PROBLEM DESCRIPTION
All lines holding the word "Kидрича" are to be copied from the records beneath.

ENTRIES SUPPLIED
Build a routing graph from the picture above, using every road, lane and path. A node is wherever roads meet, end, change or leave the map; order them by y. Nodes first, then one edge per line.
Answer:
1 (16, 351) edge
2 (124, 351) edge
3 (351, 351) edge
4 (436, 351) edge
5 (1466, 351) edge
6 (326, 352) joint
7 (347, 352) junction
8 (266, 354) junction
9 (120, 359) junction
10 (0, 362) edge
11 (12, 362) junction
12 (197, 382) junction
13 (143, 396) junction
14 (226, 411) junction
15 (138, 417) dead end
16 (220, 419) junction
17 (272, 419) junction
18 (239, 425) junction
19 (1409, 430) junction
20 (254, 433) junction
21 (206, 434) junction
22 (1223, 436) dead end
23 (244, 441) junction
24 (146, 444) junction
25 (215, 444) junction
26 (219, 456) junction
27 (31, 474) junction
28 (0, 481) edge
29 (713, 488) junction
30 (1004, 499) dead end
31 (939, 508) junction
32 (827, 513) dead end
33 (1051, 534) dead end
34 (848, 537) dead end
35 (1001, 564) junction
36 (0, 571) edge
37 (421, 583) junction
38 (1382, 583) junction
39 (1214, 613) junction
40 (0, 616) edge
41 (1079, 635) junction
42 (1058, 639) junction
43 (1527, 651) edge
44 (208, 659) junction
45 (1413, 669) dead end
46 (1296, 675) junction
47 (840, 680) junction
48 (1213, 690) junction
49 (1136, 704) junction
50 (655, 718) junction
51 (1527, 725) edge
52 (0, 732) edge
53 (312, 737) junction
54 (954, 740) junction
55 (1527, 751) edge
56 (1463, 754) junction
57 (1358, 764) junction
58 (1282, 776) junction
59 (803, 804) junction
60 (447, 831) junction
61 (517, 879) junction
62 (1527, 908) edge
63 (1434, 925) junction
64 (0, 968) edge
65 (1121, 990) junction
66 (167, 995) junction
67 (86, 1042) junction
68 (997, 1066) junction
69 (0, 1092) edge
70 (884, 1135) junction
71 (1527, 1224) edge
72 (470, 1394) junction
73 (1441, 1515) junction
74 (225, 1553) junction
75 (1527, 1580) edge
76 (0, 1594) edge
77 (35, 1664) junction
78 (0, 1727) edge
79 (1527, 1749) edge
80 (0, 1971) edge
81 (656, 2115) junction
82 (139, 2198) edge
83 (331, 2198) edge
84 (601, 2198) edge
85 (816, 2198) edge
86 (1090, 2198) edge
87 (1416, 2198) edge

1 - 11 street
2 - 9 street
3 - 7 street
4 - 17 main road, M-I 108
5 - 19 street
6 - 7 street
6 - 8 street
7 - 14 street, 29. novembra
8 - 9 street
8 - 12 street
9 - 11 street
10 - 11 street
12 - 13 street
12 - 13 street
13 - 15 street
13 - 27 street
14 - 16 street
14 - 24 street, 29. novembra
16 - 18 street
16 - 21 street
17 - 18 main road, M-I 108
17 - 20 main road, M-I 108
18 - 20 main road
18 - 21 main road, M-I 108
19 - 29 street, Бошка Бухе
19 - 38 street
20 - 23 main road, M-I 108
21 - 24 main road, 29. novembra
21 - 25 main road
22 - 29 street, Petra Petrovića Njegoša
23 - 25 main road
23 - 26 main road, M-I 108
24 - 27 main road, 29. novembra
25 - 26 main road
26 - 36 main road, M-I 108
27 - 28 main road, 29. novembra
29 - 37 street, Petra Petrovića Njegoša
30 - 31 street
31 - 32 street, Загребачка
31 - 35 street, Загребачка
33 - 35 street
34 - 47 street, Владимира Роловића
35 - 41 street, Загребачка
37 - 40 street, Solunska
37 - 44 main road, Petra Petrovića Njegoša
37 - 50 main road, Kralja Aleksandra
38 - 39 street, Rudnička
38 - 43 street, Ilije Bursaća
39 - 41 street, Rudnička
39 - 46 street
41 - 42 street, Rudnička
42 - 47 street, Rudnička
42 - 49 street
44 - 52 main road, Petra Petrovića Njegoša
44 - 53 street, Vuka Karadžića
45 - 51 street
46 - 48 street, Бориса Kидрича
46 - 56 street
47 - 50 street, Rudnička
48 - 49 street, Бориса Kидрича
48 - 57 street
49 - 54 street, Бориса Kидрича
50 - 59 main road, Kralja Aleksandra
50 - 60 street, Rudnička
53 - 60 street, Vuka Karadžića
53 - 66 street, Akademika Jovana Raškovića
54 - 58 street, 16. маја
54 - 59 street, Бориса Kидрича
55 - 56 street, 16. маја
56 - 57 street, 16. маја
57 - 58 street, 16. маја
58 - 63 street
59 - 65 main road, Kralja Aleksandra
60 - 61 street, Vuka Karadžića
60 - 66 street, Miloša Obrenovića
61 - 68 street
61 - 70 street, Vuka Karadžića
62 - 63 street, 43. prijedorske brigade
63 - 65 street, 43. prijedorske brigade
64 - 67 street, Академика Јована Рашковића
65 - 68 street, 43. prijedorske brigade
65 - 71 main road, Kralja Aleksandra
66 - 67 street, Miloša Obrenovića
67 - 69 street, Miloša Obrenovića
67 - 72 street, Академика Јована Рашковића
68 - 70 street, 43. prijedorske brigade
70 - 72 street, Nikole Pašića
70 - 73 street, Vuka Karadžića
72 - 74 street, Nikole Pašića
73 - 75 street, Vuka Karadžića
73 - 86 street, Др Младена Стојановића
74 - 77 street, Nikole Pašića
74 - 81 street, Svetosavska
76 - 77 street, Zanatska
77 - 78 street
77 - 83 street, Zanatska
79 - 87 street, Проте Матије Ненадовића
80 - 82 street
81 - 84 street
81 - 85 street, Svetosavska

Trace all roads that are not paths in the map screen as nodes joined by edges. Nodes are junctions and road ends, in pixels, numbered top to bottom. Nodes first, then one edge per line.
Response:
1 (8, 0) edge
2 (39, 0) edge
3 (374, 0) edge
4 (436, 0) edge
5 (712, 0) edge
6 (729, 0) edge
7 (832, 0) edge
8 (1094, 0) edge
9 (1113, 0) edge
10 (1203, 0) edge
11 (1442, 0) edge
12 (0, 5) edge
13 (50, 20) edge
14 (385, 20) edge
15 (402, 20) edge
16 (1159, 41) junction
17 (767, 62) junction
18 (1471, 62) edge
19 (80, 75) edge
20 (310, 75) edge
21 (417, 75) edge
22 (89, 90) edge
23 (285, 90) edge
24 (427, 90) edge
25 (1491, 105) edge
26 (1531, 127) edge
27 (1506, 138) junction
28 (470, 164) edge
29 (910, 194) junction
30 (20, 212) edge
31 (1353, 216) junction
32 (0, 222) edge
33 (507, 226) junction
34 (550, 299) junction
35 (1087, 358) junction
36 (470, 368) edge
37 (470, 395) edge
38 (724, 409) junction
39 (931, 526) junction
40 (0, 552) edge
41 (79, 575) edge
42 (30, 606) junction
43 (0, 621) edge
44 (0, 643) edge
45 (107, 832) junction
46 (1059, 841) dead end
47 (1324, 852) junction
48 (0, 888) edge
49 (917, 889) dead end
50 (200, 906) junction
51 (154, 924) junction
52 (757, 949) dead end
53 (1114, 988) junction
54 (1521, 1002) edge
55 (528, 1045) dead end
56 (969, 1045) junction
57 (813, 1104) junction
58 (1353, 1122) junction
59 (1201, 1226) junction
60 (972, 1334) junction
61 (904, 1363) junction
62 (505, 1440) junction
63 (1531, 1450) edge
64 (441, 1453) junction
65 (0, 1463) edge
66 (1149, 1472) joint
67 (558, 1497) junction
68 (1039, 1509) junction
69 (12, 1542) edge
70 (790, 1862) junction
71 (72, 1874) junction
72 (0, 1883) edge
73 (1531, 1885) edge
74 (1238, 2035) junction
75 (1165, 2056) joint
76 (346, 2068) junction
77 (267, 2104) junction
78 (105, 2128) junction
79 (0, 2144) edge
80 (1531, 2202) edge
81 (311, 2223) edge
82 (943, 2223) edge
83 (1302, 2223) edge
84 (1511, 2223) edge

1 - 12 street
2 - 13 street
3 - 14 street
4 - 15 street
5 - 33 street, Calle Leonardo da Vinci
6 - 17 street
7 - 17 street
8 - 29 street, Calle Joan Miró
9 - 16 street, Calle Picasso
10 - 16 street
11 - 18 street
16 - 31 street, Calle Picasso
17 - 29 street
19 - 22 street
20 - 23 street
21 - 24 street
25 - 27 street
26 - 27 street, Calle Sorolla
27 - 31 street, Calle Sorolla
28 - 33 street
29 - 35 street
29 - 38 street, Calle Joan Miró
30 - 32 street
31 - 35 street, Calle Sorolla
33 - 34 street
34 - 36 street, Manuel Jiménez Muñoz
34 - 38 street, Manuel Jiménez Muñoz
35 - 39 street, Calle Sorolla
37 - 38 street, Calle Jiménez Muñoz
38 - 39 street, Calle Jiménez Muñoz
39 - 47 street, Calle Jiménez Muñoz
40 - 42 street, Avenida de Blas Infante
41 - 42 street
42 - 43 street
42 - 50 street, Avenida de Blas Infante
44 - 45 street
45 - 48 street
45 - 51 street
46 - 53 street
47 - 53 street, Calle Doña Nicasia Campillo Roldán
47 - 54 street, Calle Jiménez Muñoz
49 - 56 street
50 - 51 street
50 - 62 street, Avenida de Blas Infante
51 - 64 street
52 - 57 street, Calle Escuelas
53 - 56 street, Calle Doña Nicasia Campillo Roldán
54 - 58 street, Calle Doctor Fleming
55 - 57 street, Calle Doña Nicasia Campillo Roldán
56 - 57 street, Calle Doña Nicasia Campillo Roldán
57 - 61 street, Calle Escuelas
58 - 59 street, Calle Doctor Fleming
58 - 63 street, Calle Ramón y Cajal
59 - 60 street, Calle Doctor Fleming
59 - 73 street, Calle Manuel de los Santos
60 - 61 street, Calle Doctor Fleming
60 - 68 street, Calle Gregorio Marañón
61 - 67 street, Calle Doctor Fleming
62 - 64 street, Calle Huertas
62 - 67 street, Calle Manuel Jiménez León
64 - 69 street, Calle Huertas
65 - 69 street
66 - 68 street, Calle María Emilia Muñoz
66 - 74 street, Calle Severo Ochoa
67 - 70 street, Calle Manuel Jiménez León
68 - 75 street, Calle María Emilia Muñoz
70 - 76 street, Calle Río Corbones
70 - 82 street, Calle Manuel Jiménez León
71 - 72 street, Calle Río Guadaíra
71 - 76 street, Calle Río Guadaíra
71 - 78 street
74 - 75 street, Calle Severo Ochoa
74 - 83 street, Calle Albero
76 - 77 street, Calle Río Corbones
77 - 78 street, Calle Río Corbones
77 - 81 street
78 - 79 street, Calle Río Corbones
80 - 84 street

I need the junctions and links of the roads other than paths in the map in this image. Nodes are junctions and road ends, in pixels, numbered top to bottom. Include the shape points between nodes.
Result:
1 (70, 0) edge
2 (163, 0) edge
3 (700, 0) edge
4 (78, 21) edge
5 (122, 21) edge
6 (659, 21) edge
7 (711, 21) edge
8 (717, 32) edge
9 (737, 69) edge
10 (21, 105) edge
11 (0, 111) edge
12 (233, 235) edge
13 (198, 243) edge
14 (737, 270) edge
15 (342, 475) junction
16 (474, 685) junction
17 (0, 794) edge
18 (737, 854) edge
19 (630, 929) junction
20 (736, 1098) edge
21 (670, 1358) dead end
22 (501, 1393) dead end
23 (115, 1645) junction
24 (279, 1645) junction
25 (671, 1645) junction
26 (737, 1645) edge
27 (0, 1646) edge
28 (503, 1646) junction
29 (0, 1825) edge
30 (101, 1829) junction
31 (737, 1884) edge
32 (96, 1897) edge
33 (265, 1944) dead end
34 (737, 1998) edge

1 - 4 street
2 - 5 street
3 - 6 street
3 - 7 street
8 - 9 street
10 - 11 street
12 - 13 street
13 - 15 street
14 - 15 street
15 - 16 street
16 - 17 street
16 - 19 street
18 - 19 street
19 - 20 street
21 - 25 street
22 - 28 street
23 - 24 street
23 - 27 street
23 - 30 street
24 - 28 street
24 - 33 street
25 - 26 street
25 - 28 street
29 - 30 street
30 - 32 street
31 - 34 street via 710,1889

SOLUTION FOR THIS PROBLEM
46 - 48 street, Бориса Kидрича
48 - 49 street, Бориса Kидрича
49 - 54 street, Бориса Kидрича
54 - 59 street, Бориса Kидрича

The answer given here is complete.